The effect of the first attack on Kittiewan is not specifically known, but the 1623 List of the Living and the Dead showed that in the Weyanoke area, 7 were killed. Whether the survivors stayed to rebuild is not known, but the 1624 Muster Roll shows a vastly contracted settlement set with no identifiable Kittiewan location listed. Nor is the effect upon Kittiewan known of the second attack in 1644. The Native American presence in the James River valley virtually ceased to exist thereafter. English settlements seated land up and down the river, including Kittiewan.

Yeardley Lands
Yeardley Lands.

Historically, Kittiewan Plantation represents one of the oldest properties on the James River. The first reference to the land containing the present plantation property dates from 1618, when the Virginia Company gave Captain George Yeardley permission to claim 2,200 acres north of the James River including Weynock and KONWAN between Mapscock (Mapsico) and Queens Creek. Yeardley, however, appears never to have claimed this portion containing Kittiewan.

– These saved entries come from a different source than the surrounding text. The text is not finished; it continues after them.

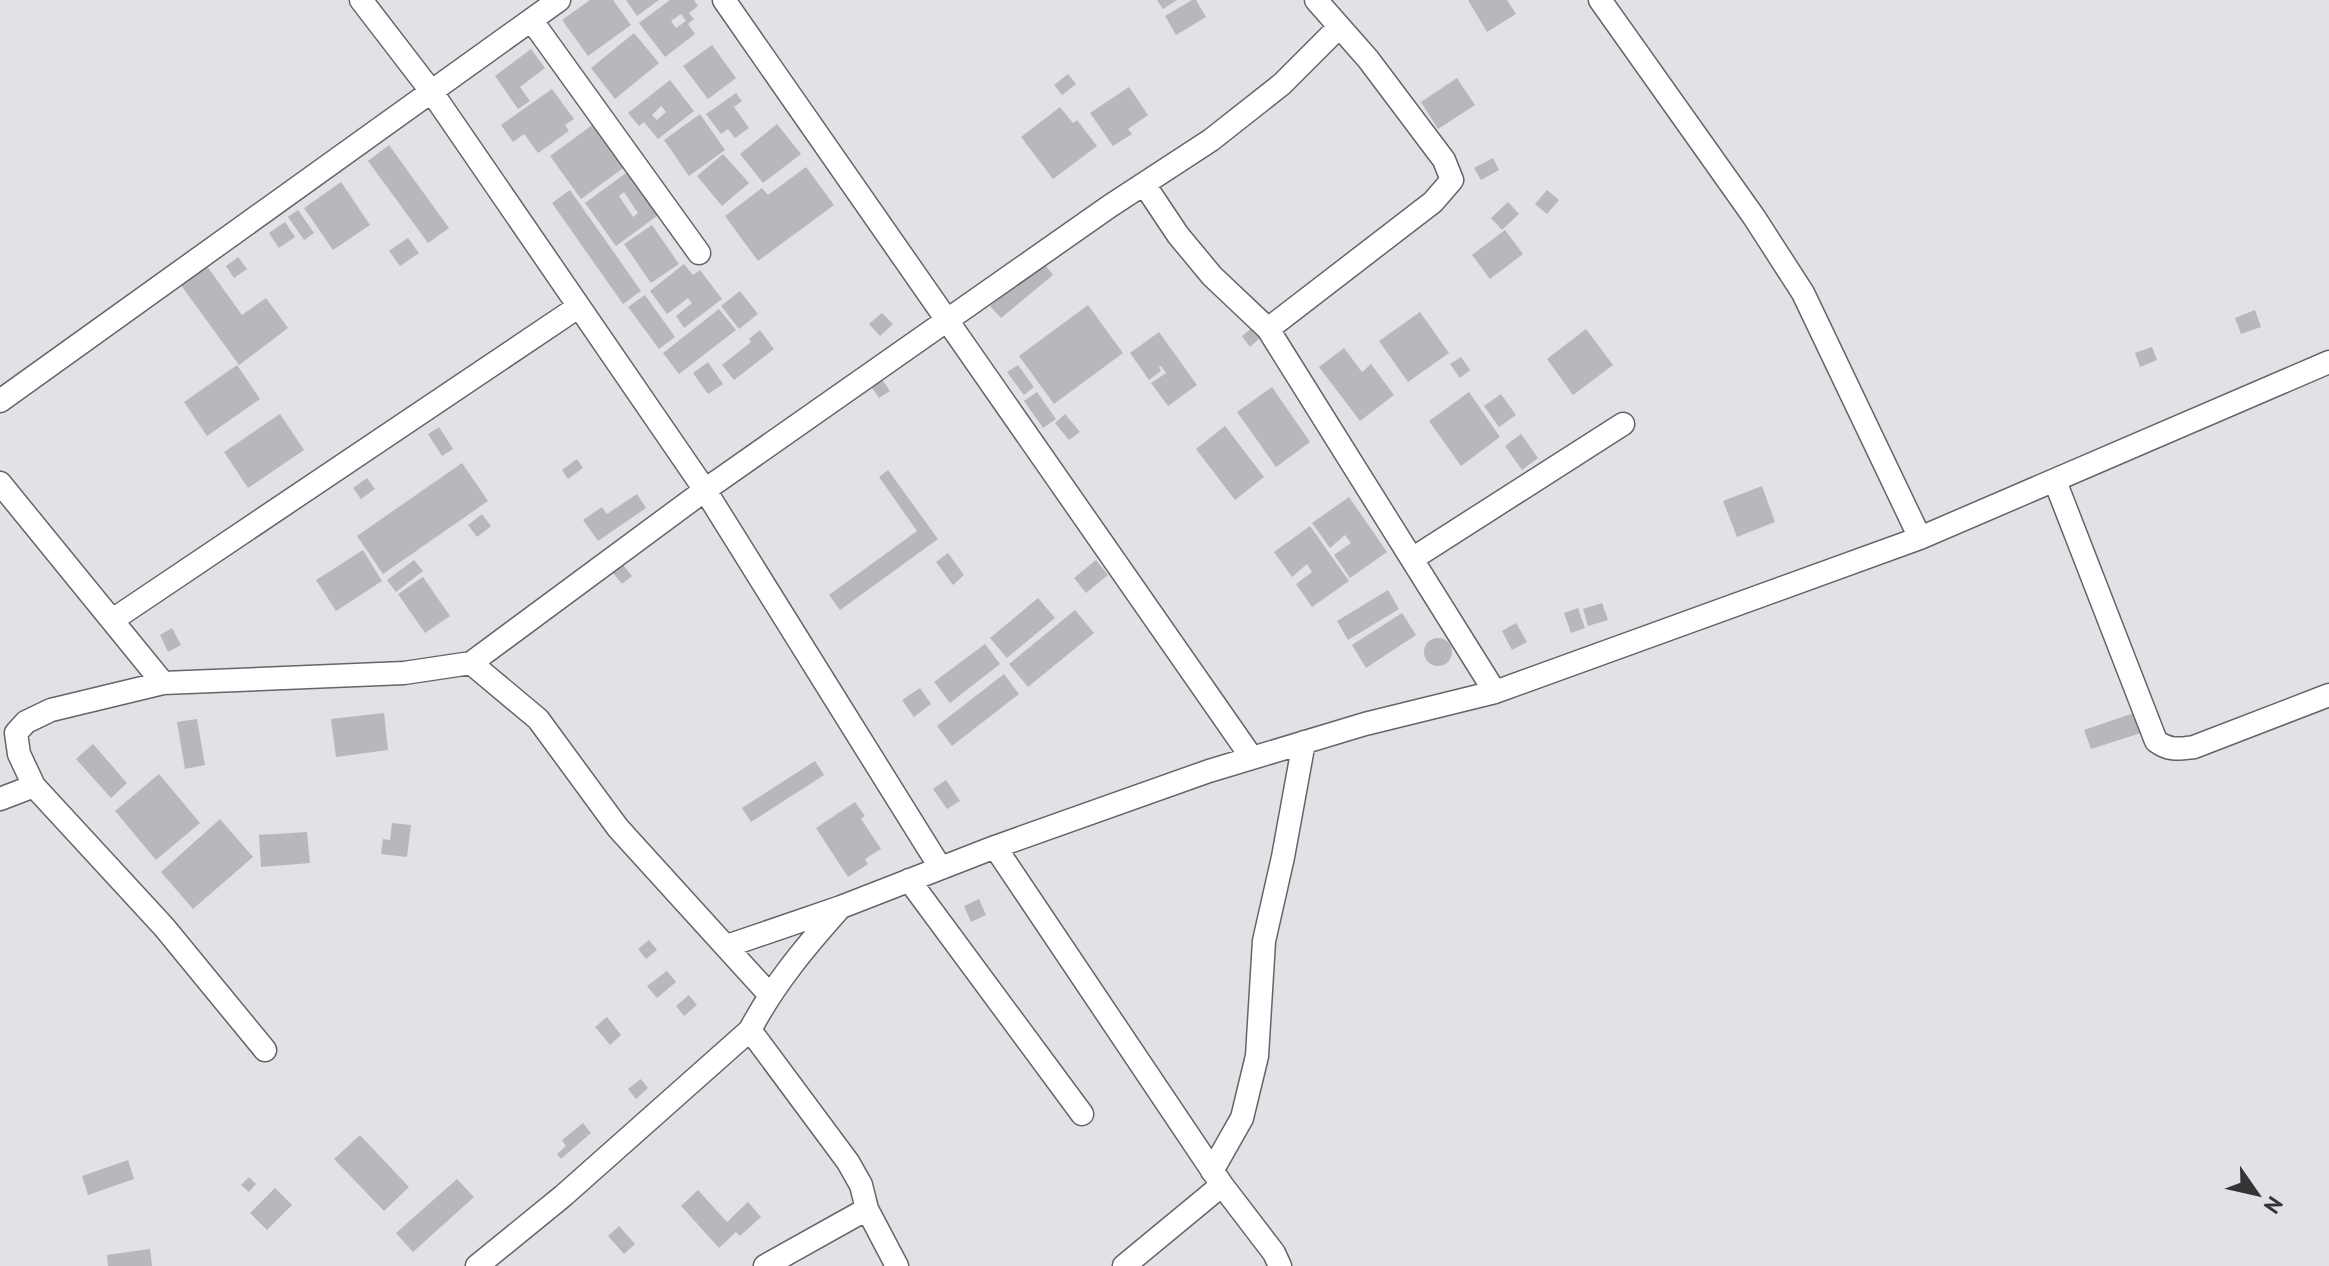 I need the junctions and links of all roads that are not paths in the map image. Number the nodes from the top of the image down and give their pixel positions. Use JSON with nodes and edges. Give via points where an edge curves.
{"nodes":[{"id":1,"x":361,"y":0,"type":"edge"},
{"id":2,"x":559,"y":0,"type":"edge"},
{"id":3,"x":724,"y":0,"type":"edge"},
{"id":4,"x":1316,"y":0,"type":"edge"},
{"id":5,"x":1600,"y":0,"type":"edge"},
{"id":6,"x":532,"y":21,"type":"junction"},
{"id":7,"x":1339,"y":27,"type":"junction"},
{"id":8,"x":431,"y":91,"type":"junction"},
{"id":9,"x":1144,"y":184,"type":"junction"},
{"id":10,"x":699,"y":253,"type":"dead end"},
{"id":11,"x":578,"y":307,"type":"junction"},
{"id":12,"x":947,"y":321,"type":"junction"},
{"id":13,"x":1268,"y":329,"type":"junction"},
{"id":14,"x":2329,"y":362,"type":"edge"},
{"id":15,"x":0,"y":401,"type":"edge"},
{"id":16,"x":1623,"y":424,"type":"dead end"},
{"id":17,"x":2055,"y":481,"type":"junction"},
{"id":18,"x":0,"y":483,"type":"edge"},
{"id":19,"x":705,"y":490,"type":"junction"},
{"id":20,"x":1920,"y":538,"type":"junction"},
{"id":21,"x":1412,"y":559,"type":"junction"},
{"id":22,"x":114,"y":619,"type":"junction"},
{"id":23,"x":471,"y":663,"type":"junction"},
{"id":24,"x":163,"y":683,"type":"junction"},
{"id":25,"x":1495,"y":692,"type":"junction"},
{"id":26,"x":2329,"y":695,"type":"edge"},
{"id":27,"x":1304,"y":742,"type":"junction"},
{"id":28,"x":1252,"y":758,"type":"junction"},
{"id":29,"x":34,"y":786,"type":"junction"},
{"id":30,"x":0,"y":799,"type":"edge"},
{"id":31,"x":995,"y":847,"type":"junction"},
{"id":32,"x":940,"y":867,"type":"junction"},
{"id":33,"x":909,"y":880,"type":"junction"},
{"id":34,"x":841,"y":907,"type":"junction"},
{"id":35,"x":727,"y":946,"type":"junction"},
{"id":36,"x":769,"y":994,"type":"junction"},
{"id":37,"x":750,"y":1030,"type":"junction"},
{"id":38,"x":265,"y":1050,"type":"dead end"},
{"id":39,"x":1082,"y":1114,"type":"dead end"},
{"id":40,"x":1217,"y":1178,"type":"junction"},
{"id":41,"x":867,"y":1209,"type":"junction"},
{"id":42,"x":477,"y":1266,"type":"edge"},
{"id":43,"x":765,"y":1266,"type":"edge"},
{"id":44,"x":897,"y":1266,"type":"edge"},
{"id":45,"x":1124,"y":1266,"type":"edge"},
{"id":46,"x":1280,"y":1266,"type":"edge"}],
"edges":[{"from":1,"to":8,"type":"street"},
{"from":2,"to":6,"type":"street"},
{"from":3,"to":12,"type":"street"},
{"from":4,"to":7,"type":"street"},
{"from":5,"to":20,"type":"street","via":[[1803,293]]},
{"from":6,"to":8,"type":"street"},
{"from":6,"to":10,"type":"street"},
{"from":7,"to":9,"type":"street","via":[[1282,84]]},
{"from":7,"to":13,"type":"street","via":[[1444,160],[1452,180],[1433,202]]},
{"from":8,"to":11,"type":"street"},
{"from":8,"to":15,"type":"street"},
{"from":9,"to":12,"type":"street"},
{"from":9,"to":13,"type":"street","via":[[1212,276]]},
{"from":11,"to":19,"type":"street"},
{"from":11,"to":22,"type":"street"},
{"from":12,"to":19,"type":"street"},
{"from":12,"to":28,"type":"street"},
{"from":13,"to":21,"type":"street"},
{"from":14,"to":17,"type":"street"},
{"from":16,"to":21,"type":"street"},
{"from":17,"to":20,"type":"street"},
{"from":17,"to":26,"type":"street","via":[[2156,741],[2173,749],[2194,747]]},
{"from":18,"to":22,"type":"street"},
{"from":19,"to":23,"type":"street"},
{"from":19,"to":32,"type":"street"},
{"from":20,"to":25,"type":"street"},
{"from":21,"to":25,"type":"street"},
{"from":22,"to":24,"type":"street"},
{"from":23,"to":24,"type":"street","via":[[404,673]]},
{"from":23,"to":35,"type":"street","via":[[538,719],[618,828]]},
{"from":24,"to":29,"type":"street","via":[[51,710],[26,722],[16,733]]},
{"from":25,"to":27,"type":"street"},
{"from":27,"to":28,"type":"street"},
{"from":27,"to":40,"type":"street","via":[[1264,941],[1257,1056],[1242,1118]]},
{"from":28,"to":31,"type":"street"},
{"from":29,"to":30,"type":"street"},
{"from":29,"to":38,"type":"street","via":[[164,927]]},
{"from":31,"to":32,"type":"street"},
{"from":31,"to":40,"type":"street"},
{"from":32,"to":33,"type":"street"},
{"from":33,"to":34,"type":"street"},
{"from":33,"to":39,"type":"street"},
{"from":34,"to":35,"type":"street"},
{"from":34,"to":36,"type":"street"},
{"from":35,"to":36,"type":"street"},
{"from":36,"to":37,"type":"street"},
{"from":37,"to":41,"type":"street","via":[[848,1162]]},
{"from":37,"to":42,"type":"street"},
{"from":40,"to":45,"type":"street"},
{"from":40,"to":46,"type":"street"},
{"from":41,"to":43,"type":"street"},
{"from":41,"to":44,"type":"street"}]}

Land patents in the 1630's also include some part of Kittiewan although platting of the patents in the area is incomplete such that the presumed land boundaries are not yet clear. These patents reach from Weyanoke Point across Kittiewan Creek to Mapsico and Queen's Creeks. Pierce Lennon patented 320 acres between Weyanoke and Mapsico Creek in 1635; and James Merriman and John Merriman also had patents in the vicinity that also have not yet been platted out.

The first mention of any place name resembling "Kittawan" in the land records was in 1655, when David Jones patented 479 acres on the north side of the James River next to Joseph Harwood and another Jones tract to a branch running into Kittawan Creek. Jones owned several tracts of land along the James River, and apparently was the first to patent along the heads of Kittiewan Creek, and may have caused the drainage to finally be named.

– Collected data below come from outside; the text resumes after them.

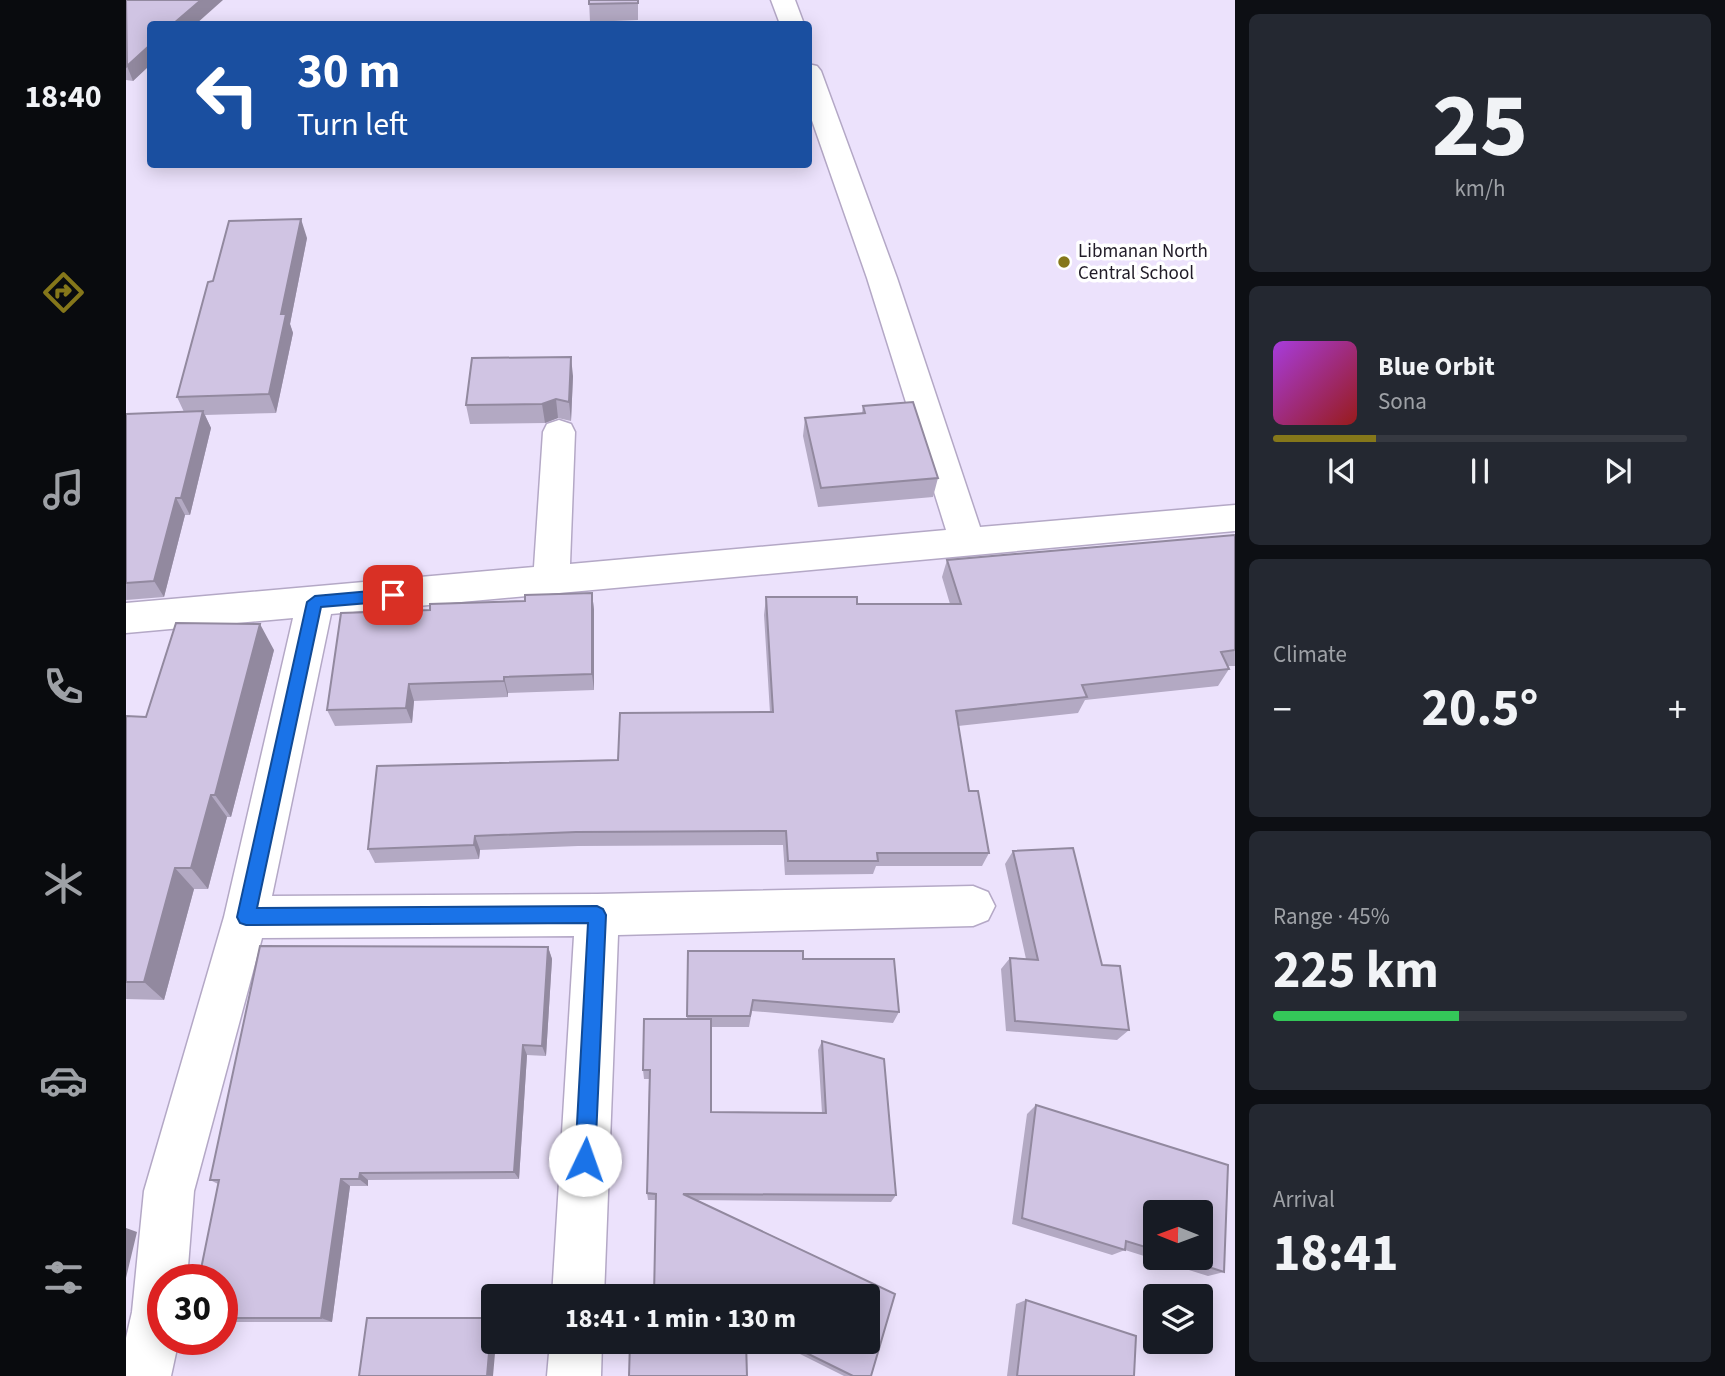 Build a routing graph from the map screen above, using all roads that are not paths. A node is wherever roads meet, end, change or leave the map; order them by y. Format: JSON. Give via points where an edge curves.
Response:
{"nodes":[{"id":1,"x":783,"y":0,"type":"edge"},
{"id":2,"x":791,"y":21,"type":"edge"},
{"id":3,"x":812,"y":82,"type":"edge"},
{"id":4,"x":559,"y":432,"type":"dead end"},
{"id":5,"x":1235,"y":518,"type":"edge"},
{"id":6,"x":967,"y":542,"type":"junction"},
{"id":7,"x":551,"y":580,"type":"junction"},
{"id":8,"x":315,"y":602,"type":"junction"},
{"id":9,"x":126,"y":618,"type":"edge"},
{"id":10,"x":973,"y":905,"type":"dead end"},
{"id":11,"x":597,"y":915,"type":"junction"},
{"id":12,"x":246,"y":917,"type":"junction"},
{"id":13,"x":579,"y":1284,"type":"edge"},
{"id":14,"x":575,"y":1354,"type":"edge"},
{"id":15,"x":144,"y":1376,"type":"edge"},
{"id":16,"x":574,"y":1376,"type":"edge"}],
"edges":[{"from":1,"to":2,"type":"street"},
{"from":3,"to":6,"type":"street","via":[[882,278]]},
{"from":4,"to":7,"type":"street"},
{"from":5,"to":6,"type":"street"},
{"from":6,"to":7,"type":"street"},
{"from":7,"to":8,"type":"street"},
{"from":8,"to":9,"type":"street"},
{"from":8,"to":12,"type":"street"},
{"from":10,"to":11,"type":"street"},
{"from":11,"to":12,"type":"street"},
{"from":11,"to":13,"type":"street"},
{"from":12,"to":15,"type":"street","via":[[169,1191],[158,1312]]},
{"from":14,"to":16,"type":"street"}]}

In 1667, Charles Roane of Gloucester County obtained a patent for 450 acres, including most of the plantation property (area 13 on the Land Patent map below). The western, southern and southeastern borders for the current property have remained stable since that time. Another patent for 50 acres for marshland is that parcel transferred out of Kittiewan and currently owned by the hunt club that has a small parcel on Kittiewan Creek surrounded by the Kittiewan property where the 1738 Elizabeth Hollingshurst grave is located.

Land Patent Map
Land Patent Map.
Absentee landowners, like Roane, often leased properties to tenants or established small farming operations with an overseer and slaves to work the land. Also, they might subdivide the land into smaller holdings (such as areas 9-13 on the Land Patent Map). Between 1671 and 1728, the land changed hands several times, passing from Thomas Gregory and William Ballard to Archibald Blair, and finally to Benjamin Willard. Roane's patent appears to have been subdivided into four separate but roughly equal sized parcels. It does appear, as was fairly normal, that larger landowners acquired smaller parcels and accumulated larger holdings in the tidewater. This pattern appears to have held sway at Kittiewan.

Note that the orientation of the smaller and parallel parcels is with the narrow end to either a road or water frontage such that transportation access was directly available.